Comments on Charter Concerns
The proposed size of the community is too small, the definition of rural is too arbitrary and the requirements on marketing plans are too burdensome. Those are among the most frequent complaints in comment letters about the NCUA's proposed rule to revamp the way the agency approves community charter applications.
The agency wants to designate a well- defined local community as one having 2.5 million or fewer people and have a core area containing 50% of the jobs and 33% of the population.
NAFCU Executive Vice President Dan Berger wrote that the numbers spelled out are "arbitrary and capricious" and noted that many areas would qualify as local communities but fail because they have more than 2.5 million people. He noted that of the 21 metropolitan statistical areas with more than 2.5 million people, 15 lack a city or county with at least 2.5 million people.

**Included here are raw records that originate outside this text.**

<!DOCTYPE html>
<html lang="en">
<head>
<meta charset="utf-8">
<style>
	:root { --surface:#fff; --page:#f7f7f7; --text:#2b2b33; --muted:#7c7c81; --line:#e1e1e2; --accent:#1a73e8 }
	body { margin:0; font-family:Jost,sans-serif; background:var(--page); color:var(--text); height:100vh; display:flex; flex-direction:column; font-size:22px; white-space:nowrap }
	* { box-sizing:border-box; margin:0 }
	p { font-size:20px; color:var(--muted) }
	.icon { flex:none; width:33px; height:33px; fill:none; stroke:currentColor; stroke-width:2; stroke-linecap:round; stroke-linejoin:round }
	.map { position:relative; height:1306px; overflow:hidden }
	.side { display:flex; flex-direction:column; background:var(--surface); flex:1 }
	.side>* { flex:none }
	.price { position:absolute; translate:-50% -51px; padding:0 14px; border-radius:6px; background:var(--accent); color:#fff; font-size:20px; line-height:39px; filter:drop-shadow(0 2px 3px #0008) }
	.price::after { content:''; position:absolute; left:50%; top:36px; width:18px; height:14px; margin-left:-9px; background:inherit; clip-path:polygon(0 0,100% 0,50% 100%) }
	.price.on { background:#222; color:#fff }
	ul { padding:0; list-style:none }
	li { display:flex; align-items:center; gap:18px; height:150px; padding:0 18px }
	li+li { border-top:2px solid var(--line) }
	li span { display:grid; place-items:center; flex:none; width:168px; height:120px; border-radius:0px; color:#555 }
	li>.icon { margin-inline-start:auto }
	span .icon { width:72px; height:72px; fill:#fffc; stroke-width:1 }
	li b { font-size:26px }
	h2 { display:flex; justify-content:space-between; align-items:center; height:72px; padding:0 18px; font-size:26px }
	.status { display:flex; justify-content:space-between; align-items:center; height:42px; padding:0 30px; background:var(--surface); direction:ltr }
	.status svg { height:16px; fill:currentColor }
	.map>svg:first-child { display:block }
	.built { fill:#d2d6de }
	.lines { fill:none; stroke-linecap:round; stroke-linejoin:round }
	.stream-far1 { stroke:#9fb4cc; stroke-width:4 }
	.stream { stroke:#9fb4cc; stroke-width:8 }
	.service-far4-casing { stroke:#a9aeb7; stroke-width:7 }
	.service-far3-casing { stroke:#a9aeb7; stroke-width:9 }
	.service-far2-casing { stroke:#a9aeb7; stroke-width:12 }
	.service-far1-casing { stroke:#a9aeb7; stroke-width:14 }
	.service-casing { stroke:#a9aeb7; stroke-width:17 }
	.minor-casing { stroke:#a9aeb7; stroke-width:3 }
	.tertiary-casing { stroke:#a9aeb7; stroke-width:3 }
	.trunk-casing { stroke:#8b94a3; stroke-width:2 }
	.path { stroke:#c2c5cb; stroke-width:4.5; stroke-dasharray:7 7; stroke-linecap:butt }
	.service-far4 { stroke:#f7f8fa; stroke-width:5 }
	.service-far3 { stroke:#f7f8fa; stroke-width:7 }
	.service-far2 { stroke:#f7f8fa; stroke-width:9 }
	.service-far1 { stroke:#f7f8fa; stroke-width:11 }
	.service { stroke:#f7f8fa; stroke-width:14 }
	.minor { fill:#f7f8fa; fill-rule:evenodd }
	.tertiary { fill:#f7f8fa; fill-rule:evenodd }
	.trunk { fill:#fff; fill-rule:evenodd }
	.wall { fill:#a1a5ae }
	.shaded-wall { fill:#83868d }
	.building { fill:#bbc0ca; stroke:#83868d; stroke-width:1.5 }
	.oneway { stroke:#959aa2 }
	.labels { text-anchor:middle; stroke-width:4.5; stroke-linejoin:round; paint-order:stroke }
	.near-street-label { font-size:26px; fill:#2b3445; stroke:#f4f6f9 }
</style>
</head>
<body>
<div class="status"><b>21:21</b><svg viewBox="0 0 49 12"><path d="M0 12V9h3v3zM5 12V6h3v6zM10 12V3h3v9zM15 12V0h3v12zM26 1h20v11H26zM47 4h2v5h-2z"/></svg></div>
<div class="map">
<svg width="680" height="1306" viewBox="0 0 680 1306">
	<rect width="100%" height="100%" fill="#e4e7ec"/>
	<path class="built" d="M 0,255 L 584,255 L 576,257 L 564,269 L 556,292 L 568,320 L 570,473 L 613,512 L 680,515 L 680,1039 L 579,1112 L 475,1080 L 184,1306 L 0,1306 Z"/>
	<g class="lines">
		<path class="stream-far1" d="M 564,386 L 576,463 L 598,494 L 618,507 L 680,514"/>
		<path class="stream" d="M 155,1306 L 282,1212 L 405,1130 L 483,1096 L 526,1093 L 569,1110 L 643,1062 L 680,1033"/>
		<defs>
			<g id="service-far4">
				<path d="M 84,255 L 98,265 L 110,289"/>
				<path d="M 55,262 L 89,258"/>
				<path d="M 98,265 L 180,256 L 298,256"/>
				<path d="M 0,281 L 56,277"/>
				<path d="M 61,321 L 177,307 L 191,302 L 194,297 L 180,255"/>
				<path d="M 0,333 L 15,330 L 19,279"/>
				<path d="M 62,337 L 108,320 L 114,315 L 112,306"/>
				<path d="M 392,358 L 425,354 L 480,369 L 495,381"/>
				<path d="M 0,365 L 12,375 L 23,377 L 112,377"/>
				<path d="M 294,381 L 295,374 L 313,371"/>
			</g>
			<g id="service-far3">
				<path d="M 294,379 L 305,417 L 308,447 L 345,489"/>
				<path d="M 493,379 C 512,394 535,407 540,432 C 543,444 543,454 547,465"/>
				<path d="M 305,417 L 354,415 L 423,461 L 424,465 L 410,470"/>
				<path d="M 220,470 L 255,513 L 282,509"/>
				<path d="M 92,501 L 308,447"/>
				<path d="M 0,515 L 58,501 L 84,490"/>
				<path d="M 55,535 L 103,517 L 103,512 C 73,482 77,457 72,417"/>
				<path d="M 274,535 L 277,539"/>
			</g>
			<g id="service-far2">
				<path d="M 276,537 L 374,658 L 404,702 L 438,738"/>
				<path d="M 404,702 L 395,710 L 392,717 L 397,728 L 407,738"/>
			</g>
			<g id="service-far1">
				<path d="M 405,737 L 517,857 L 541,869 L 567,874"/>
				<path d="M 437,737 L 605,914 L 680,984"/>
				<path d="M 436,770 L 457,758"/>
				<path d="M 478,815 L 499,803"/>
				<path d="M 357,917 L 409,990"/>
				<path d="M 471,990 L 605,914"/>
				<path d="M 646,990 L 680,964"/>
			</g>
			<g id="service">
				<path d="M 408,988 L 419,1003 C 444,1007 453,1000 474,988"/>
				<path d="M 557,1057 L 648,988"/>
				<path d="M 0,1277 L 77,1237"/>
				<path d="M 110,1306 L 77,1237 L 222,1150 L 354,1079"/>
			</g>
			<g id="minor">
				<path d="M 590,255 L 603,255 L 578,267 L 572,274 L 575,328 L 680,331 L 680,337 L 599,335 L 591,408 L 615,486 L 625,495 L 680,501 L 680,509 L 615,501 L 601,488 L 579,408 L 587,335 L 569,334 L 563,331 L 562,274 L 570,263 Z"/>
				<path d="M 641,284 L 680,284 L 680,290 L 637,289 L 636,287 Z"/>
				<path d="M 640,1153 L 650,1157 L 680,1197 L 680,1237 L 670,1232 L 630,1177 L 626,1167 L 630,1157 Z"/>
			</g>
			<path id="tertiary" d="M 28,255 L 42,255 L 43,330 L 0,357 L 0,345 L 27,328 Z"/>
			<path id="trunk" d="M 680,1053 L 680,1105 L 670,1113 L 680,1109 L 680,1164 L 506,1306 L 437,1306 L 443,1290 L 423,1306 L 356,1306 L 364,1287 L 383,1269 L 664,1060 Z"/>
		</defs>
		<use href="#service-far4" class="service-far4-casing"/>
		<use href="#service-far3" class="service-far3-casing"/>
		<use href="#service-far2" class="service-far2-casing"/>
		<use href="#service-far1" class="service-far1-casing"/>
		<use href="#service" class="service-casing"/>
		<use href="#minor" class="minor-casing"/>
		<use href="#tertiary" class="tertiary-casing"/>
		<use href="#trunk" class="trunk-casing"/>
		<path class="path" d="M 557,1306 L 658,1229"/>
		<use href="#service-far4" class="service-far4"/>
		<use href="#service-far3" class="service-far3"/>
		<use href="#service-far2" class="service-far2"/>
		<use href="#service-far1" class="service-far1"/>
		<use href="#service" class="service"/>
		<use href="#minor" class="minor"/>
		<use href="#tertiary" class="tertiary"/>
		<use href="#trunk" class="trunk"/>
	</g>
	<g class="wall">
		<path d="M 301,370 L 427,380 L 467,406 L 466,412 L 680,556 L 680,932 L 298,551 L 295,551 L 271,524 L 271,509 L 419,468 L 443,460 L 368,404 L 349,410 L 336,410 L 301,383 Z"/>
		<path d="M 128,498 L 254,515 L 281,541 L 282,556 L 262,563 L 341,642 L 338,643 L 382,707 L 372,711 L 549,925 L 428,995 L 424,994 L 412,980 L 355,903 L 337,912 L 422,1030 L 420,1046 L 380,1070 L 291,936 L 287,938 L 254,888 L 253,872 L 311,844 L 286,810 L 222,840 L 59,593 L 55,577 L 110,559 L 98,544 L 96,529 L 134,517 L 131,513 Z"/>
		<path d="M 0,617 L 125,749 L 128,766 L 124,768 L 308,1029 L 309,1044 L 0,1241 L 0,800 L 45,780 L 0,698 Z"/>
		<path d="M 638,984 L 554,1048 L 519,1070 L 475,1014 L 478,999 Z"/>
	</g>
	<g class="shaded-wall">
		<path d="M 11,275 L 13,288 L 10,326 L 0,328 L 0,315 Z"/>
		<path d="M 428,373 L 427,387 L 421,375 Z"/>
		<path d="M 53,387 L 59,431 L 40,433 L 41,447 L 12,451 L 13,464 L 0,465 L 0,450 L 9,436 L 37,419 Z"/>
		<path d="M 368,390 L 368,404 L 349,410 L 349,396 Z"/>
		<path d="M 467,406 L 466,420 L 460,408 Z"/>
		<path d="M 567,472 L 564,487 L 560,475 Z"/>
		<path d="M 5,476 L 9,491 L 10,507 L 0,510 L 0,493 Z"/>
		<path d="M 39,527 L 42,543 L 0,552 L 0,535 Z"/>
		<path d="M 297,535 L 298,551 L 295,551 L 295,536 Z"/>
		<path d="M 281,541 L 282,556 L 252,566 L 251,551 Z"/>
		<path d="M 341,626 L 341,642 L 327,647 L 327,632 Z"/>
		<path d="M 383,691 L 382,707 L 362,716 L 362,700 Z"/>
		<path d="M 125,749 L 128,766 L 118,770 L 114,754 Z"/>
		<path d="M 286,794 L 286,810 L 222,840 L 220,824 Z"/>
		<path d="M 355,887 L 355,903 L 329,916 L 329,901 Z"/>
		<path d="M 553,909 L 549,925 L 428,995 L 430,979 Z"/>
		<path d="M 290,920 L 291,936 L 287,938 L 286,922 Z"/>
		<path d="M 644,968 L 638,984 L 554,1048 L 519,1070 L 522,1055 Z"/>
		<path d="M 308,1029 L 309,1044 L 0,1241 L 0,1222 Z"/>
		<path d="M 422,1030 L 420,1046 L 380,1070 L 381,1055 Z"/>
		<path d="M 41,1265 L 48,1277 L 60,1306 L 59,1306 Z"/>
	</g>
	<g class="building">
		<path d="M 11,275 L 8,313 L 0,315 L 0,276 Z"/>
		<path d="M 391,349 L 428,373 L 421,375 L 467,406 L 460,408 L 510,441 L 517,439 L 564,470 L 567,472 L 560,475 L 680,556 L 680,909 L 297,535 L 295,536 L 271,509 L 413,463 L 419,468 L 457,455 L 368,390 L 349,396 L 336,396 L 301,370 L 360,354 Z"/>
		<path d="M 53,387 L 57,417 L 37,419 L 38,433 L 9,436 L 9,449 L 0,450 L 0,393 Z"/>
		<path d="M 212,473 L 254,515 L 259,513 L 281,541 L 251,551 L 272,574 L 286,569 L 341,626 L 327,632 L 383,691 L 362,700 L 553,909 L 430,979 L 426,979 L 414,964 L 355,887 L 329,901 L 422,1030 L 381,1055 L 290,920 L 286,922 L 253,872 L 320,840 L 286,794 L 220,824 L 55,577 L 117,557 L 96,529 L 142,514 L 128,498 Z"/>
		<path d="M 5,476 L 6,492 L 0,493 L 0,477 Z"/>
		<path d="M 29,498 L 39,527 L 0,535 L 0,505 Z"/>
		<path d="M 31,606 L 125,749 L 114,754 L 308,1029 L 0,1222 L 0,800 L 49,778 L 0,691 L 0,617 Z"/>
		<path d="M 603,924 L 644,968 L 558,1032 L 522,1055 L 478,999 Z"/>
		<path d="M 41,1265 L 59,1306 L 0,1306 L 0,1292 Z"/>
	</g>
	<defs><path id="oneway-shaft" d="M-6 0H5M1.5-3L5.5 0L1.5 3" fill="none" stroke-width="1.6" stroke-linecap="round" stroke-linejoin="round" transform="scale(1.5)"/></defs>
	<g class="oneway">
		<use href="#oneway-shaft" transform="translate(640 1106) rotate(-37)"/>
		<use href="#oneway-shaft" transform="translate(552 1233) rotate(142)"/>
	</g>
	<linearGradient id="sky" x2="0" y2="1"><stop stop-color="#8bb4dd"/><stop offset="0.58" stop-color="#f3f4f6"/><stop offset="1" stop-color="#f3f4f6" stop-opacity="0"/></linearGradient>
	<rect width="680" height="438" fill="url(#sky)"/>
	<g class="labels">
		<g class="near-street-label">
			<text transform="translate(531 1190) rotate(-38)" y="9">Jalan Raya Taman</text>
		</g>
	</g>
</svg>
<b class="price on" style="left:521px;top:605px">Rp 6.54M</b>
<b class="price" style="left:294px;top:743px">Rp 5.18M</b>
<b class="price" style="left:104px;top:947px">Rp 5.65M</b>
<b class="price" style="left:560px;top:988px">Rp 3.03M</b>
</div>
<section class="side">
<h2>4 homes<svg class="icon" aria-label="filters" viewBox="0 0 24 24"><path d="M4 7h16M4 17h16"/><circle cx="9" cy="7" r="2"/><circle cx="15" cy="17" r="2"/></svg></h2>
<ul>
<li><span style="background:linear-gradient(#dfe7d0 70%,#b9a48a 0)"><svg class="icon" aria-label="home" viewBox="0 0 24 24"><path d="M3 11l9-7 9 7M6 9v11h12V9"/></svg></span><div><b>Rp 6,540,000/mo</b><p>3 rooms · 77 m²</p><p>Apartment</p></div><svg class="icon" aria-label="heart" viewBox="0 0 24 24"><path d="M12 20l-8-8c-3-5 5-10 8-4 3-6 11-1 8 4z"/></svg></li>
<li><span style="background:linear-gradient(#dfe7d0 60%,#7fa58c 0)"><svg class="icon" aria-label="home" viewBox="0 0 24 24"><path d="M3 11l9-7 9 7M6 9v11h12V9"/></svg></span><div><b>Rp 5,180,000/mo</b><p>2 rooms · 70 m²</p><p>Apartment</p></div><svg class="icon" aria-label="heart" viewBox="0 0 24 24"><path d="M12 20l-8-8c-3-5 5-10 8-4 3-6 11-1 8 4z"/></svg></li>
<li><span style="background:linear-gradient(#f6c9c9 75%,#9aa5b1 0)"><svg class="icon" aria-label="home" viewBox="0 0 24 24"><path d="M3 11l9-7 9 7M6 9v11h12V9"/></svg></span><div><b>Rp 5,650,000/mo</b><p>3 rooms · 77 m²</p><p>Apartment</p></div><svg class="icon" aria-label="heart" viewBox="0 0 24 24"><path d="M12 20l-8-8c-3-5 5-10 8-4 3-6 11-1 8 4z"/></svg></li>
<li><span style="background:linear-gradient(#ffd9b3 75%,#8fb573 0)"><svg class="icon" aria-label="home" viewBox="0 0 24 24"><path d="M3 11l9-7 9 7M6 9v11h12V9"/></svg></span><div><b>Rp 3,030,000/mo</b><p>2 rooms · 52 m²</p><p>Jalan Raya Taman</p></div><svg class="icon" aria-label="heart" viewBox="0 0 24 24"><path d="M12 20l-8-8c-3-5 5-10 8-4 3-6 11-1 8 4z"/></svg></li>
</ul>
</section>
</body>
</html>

Vantage Credit Union President/CEO Hubert Hoosman wrote that as proposed "there is not one population hub in the state of Missouri that qualifies as a hub for a federal community charter which would exceed a political jurisdiction."
American Bankers Association Vice President and Chief Economist Keith Leggett wrote that the proposed expansion of a well-defined local community is "far beyond any reasonable definition of the term that is supported by the Federal Credit Union Act." He added that the proposed rule circumvents the mandate of the Credit Union Membership Access Act that field of membership boundaries should be limited
Another point of contention is the proposed definition of a rural district as a contiguous area in which more than 50% of the population lives in rural areas and the area's population doesn't exceed 100,000.
Pennsylvania Credit Union Association President/CEO James McCormack wrote that the definition "is unworkable and meaningless in Pennsylvania due to the demographics of the state. Almost every county or area that would qualify as rural has an urbanized area."
In addition, the NCUA is also seeking comments on its definition of an underserved area because currently an area can have many depository institutions, but the majority of them have products and services geared mainly toward businesses and higher income individuals.
NCUA Senior Vice President and Deputy General Counsel Mary Mitchell Dunn said the current rules "are cumbersome and need to be more flexible so more credit unions can apply to serve underserved areas."